Tag Archives: MapReduce

Webinar Recap – MapReduce Querying in Riak

July 7, 2010

Thank you to all who attended the webinar last Thursday, it was a great turnout with awesome engagement. Like before, we’re recapping the questions below for everyone’s sake (in no particular order).

Q: Say I want to perform two-fold link walking but don’t want to keep the “walk-through” results, including the initial one. Can I do something to keep only the last result?

In a MapReduce query, you can specify any number of phases to keep or ignore using the “keep” parameter on the phase. Usually you only want to keep the final phase. If you’re using the link-walker resource, it’ll return results from any phases whose specs end in “1”. See the REST API wiki page for more information on link-walking.

Q: Will Riak Search work along with MapReduce, for example, to avoid queries over entire bucket?Will there be a webinar about Riak Search?

Yes, we intend to have this feature in the Generally Available release of Riak Search. We will definitely have a webinar about Riak Search close to its public release.

Q: Are there still problems with executing “qfun” functions from Erlang during MapReduce?

“qfun” phases (that use anonymous Erlang functions) will work on a one-node cluster, but not across a multi-node cluster. You can use them in development but it’s best to switch to a compiled module function or Javascript function when moving to production.

Q: Although streams weren’t mentioned, do you have any recommendations on when to use streaming map/reduce versus normal map/reduce?

Streaming MapReduce sends results back as they get produced from the last phase, in a multipart/mixed format. To invoke this, add ?chunked=true to the URL when you submit the job. Streaming might be appropriate when you expect the result set to be very large and have constructed your application such that incomplete results are useful to it. For example, in an AJAX web application, it might make sense to send some results to the browser before the entire query is complete.

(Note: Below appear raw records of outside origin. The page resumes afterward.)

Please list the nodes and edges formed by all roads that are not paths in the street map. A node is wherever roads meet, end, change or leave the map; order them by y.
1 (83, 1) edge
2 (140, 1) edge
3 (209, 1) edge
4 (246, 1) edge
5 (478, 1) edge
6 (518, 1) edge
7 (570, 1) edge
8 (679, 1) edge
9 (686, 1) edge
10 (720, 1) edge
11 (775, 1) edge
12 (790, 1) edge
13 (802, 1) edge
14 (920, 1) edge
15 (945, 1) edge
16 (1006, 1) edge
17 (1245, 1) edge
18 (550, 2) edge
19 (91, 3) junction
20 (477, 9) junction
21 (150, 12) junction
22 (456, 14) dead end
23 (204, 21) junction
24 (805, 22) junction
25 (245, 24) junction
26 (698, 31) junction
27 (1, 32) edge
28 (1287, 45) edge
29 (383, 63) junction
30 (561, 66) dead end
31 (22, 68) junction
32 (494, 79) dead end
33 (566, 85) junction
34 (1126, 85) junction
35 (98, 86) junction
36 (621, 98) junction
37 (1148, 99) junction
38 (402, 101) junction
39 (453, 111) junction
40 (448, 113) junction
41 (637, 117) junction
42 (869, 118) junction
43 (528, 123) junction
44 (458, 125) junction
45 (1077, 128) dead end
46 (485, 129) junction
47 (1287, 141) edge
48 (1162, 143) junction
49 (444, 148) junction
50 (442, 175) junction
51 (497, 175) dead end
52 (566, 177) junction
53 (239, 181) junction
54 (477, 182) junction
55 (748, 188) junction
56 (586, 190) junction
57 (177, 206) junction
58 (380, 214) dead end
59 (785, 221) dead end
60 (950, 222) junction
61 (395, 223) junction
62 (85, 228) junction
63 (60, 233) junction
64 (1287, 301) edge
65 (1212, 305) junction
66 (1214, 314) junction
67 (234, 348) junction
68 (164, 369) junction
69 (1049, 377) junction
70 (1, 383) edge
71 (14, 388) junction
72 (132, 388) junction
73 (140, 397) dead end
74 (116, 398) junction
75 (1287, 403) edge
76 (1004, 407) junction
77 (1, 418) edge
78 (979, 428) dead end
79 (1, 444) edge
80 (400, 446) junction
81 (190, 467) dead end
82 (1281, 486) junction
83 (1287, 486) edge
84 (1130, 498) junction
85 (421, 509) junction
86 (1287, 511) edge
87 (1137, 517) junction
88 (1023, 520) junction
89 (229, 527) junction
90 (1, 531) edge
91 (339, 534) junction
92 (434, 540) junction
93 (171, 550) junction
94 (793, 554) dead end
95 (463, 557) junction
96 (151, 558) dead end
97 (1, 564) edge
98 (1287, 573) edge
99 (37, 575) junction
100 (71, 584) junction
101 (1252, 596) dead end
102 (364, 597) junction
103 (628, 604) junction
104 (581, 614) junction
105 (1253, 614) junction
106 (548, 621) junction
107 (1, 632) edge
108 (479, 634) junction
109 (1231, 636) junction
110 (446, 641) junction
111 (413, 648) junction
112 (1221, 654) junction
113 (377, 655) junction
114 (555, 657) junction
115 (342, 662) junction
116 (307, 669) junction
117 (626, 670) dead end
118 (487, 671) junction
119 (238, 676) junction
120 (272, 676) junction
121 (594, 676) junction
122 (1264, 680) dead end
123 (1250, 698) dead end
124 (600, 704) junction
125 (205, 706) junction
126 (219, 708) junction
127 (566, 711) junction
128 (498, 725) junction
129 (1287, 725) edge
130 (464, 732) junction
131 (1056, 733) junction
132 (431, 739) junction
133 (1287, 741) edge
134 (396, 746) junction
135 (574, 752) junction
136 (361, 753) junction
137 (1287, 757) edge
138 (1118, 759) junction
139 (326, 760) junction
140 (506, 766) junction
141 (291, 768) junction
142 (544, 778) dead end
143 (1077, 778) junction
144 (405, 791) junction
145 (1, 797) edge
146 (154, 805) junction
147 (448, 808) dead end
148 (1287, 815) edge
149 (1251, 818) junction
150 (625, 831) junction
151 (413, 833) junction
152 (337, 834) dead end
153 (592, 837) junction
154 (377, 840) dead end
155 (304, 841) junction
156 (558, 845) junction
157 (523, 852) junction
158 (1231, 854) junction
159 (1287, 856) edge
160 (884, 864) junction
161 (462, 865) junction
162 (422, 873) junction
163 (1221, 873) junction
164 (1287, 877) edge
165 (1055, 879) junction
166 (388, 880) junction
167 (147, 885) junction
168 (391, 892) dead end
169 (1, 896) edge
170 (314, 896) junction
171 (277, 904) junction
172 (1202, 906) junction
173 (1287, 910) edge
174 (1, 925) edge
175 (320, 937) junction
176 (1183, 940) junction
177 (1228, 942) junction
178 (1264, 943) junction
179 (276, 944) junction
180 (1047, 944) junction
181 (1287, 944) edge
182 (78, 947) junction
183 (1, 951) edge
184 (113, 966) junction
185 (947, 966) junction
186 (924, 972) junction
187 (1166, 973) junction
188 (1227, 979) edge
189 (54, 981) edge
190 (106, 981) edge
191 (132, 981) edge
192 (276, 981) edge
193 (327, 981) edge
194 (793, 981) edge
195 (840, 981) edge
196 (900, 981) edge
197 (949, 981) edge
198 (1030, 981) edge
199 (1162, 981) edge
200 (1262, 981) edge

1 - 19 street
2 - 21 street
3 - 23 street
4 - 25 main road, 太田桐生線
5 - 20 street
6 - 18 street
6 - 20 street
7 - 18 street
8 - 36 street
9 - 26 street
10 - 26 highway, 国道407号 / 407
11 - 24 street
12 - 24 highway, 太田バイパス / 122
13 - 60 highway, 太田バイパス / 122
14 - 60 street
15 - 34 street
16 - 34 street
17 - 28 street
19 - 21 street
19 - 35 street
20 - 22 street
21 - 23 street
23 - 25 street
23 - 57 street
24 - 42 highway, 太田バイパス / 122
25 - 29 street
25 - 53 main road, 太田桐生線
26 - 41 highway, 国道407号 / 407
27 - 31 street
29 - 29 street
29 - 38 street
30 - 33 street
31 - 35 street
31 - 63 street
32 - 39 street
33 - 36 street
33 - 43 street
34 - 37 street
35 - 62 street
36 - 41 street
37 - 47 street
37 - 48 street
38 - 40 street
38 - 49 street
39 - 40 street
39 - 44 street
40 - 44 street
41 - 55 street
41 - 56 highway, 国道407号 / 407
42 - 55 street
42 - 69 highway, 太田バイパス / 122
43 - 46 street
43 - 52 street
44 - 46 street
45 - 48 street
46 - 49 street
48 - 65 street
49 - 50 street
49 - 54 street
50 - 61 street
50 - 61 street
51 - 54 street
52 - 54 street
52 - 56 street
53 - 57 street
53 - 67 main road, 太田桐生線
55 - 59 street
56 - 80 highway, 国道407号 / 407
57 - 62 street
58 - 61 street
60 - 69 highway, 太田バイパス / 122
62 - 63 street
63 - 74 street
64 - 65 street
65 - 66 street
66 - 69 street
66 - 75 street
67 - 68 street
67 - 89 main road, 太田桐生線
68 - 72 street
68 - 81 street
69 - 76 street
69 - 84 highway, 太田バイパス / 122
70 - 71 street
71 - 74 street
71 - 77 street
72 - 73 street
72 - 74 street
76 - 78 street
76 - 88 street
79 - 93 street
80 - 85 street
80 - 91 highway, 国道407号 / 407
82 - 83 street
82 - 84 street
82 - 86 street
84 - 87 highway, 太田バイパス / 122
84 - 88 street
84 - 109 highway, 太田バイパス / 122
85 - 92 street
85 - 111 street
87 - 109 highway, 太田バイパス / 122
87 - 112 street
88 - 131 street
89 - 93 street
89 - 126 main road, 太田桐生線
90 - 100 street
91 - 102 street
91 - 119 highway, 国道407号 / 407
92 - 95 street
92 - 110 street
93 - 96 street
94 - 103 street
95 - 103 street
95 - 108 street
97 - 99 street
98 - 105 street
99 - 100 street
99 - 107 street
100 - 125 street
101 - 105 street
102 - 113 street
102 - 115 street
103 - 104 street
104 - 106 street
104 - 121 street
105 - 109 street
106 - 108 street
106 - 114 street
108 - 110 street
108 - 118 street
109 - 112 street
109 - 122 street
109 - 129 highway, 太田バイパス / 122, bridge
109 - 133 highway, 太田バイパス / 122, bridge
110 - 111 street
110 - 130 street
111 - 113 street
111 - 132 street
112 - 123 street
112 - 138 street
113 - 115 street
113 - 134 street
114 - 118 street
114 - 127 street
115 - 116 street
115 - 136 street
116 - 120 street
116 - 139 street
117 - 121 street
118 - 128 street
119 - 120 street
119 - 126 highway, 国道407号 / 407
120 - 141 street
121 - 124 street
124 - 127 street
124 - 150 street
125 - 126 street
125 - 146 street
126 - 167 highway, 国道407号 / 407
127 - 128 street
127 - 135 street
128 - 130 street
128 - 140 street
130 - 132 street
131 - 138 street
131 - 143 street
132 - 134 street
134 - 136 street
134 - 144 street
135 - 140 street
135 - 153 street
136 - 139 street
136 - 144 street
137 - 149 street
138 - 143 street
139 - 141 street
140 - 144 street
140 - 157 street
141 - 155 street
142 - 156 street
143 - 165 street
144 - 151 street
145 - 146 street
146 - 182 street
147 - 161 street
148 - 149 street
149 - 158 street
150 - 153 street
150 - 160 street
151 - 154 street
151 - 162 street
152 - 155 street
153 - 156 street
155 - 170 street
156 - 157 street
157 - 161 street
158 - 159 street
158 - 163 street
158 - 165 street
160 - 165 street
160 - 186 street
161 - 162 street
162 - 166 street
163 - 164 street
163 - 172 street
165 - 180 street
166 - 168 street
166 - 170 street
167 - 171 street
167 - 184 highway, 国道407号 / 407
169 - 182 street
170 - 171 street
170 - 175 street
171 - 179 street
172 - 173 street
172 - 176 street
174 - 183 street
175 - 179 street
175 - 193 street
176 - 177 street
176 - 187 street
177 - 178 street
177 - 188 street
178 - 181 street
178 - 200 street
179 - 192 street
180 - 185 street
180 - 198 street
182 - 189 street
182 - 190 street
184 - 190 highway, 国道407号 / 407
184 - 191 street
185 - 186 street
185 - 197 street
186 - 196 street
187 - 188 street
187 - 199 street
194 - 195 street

Q: Which way is faster: storing a lot of links or storing the target keys in the value as a list? Are there any limits to the maximum number of links on a key?

How the links are stored will likely not have a huge impact on performance. If you choose to store a key list in a document, both methods would work. There are two relevant operations that would be performed with the key list document (updating and traversal).

The update process would involve retrieving the list, adding a value, and saving the list. If you are using the REST interface you will need to be aware of limitations in the number of allowed headers and the allowed header length. Mochiweb restricts the number of allowed headers to 1000. Header length is limited to 8192 characters. This imposes an upper limit for the number of Links that can be set through the REST interface.

The best method for updating a key list would be to write a post commit hook that performed the update. This avoids the need to access the key list using the REST interface so header limitations are no longer a concern. However, the post-commit hook could become a bottleneck in your update path if number of links grows large.

Traversal involves retrieving the key list document, collecting the related keys, and outputting a bucket/key list to be used in proceeding map phases. A built-in function is provided to process links. If you were to store keys in the value you would need to write a custom function to parse the keys and generate a bucket/key list.

Q: What’s the benefit of passing an arg to a map or reduce phase? Couldn’t you just send the function body with the arg value filled in? Can I pass in a list of args or an arbitrary number of args?

When you have a lot of queries that are similar but with minor differences, you might be able to generalize a map or reduce function so that it can vary based on the ‘arg’ parameter. Then you could store that function in a built-ins library (see the question below) so it’s preloaded rather than evaluated at query-time. The arg parameter can be any valid JSON value.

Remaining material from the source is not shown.